It was very late when I wrote the DRAM description above. I left out the refresh timing, which is very simple and based on the same logic.

Actually, the '257's could be omitted, and simply replaced by output enables on the address latches, assuming, of course, that both P0 and P2 have '373/'573 address latches attached. Their outputs should be commoned, and also commoned with the outputs of the '590. The '590 output enable and CCLK should be tied together, which causes the counter to count on the rising edge of active-low output enable. The outputs of the two address latches should be tied together at the MA[7..0] inputs of the SIMM, and it might be better than what I originally suggested if Qa of the '164 were negative-logic-ANDed (74xx32) with nWr to generate nWE to the DRAM.

You COULD omit the '590, and use a regular interrupt to perform the refresh, requiring simply that the MCU read a location the LS byte of which is an 8-bit strictly increasing counter. That's more or less what the folks at IBM-Boca Raton did with the original PC. They used approximately 15625 Hz as a refresh rate. If a 5 MHz PC could tolerate that, it's likely that a 12 MHz 805x in a not-too-taxing job could tolerate it as well. The refresh period on the original PC required a 256-refresh cycle period of 2 ms. CMOS Drams, as were popular by the time they were packaged in SIMMs, used a 4 ms refresh period.
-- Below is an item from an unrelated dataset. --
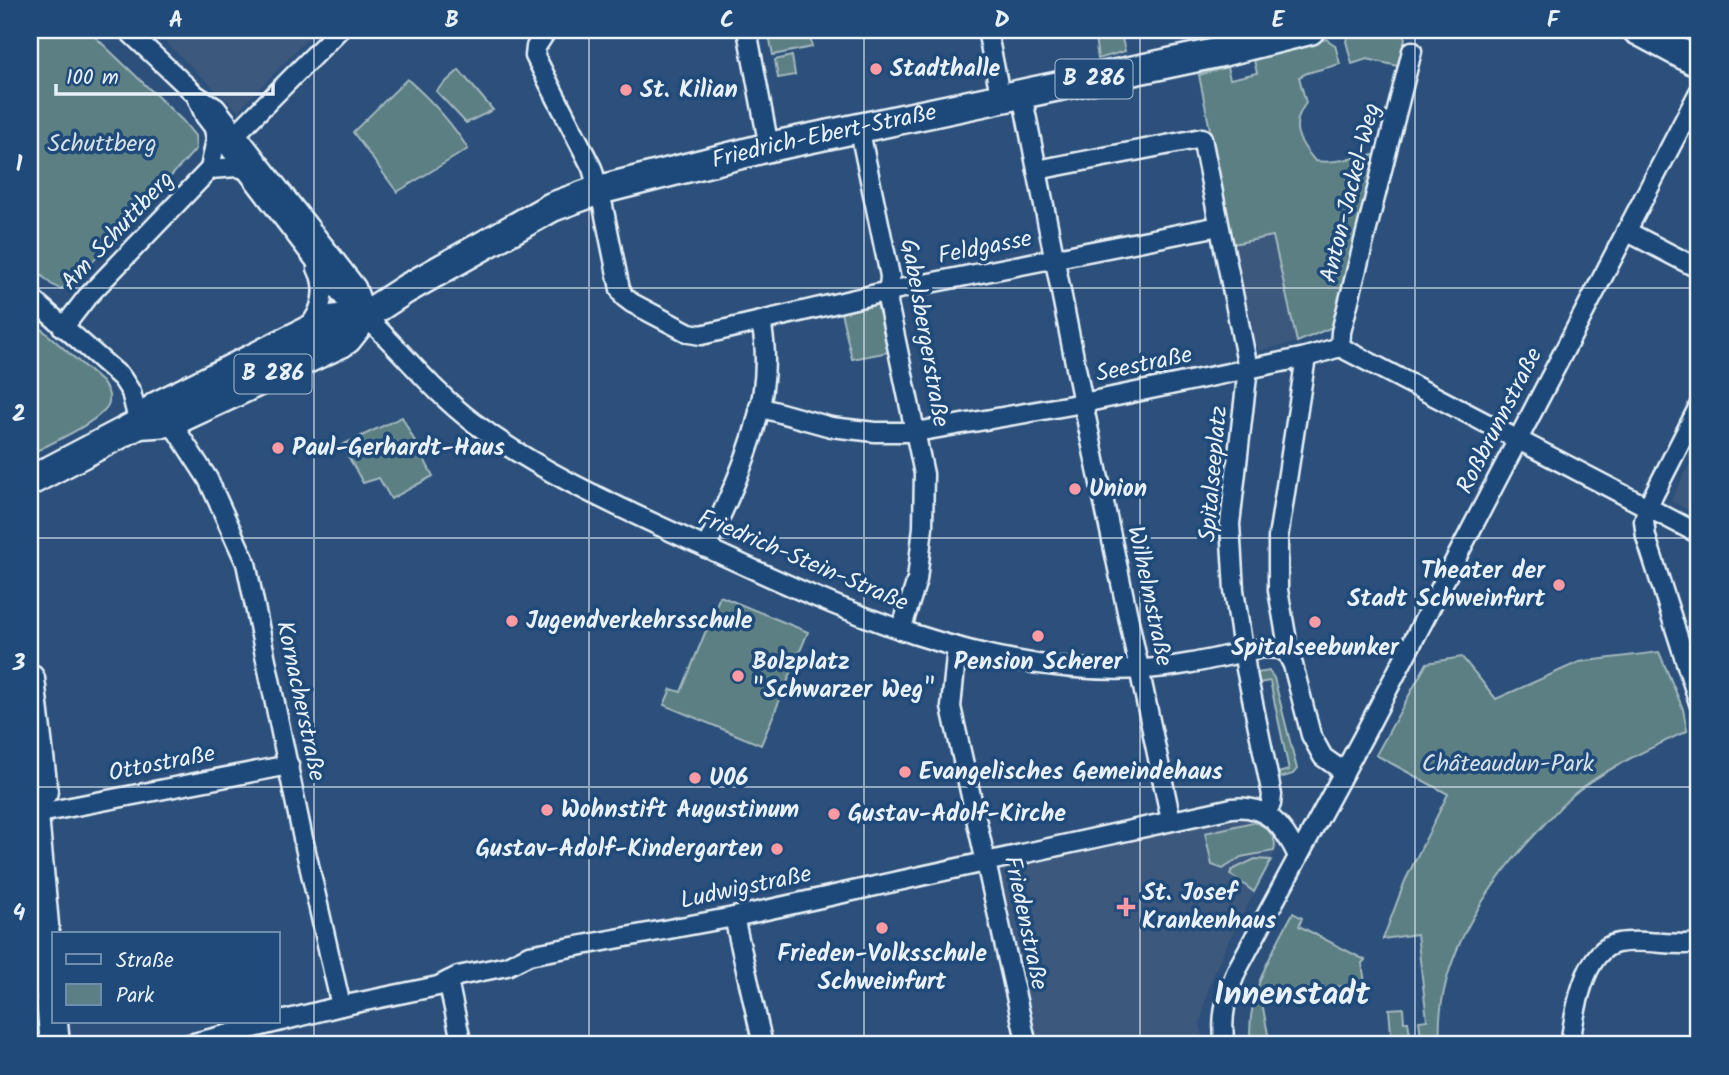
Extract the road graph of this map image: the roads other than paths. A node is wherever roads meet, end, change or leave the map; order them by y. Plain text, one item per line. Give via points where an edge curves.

The whole timing scheme, based on the X2 output from the MCU, falls apart at rates much above 18 MHz, BTW, depending, of course, on the performance specification of the DRAMs. Remember, there must be a RAS-recovery time equal, typically to the access time of the DRAM. That's why the cycle time is essentially twice the access time of a DRAM.

The important things to keep in mind are as follows.

(a) Setup time for addresses before falling edge of nRAS and nCAS is typically 0. It can't be less, but 0 should work. I've never relied on this and always added at least one gate delay.

(b) asserting nWE before nCAS ensures that there will be no data output. That eliminates the need for an output enable.

(c) a Refresh cycle is just like any other cycle, with the exception that there is no column address or data traffic. Whenever an address is applied and nRAS asserted for at least the minimal time, all the cells in that ROW are refreshed at the rising edge of nRAS. That's why the nRAS-recovery-timer is required.

The reason I have submitted this simple description is not to suggest it is perfect or complete for any particular purpose, but, rather, to show that DRAMs are really quite simple, which, along with their low cost per bit, is what led to their overwhelming popularity in the late '70's.

I'll attempt to put a schematic that reflects more attention to detail and correct timing on my personal web page on this site as soon as I can.

RE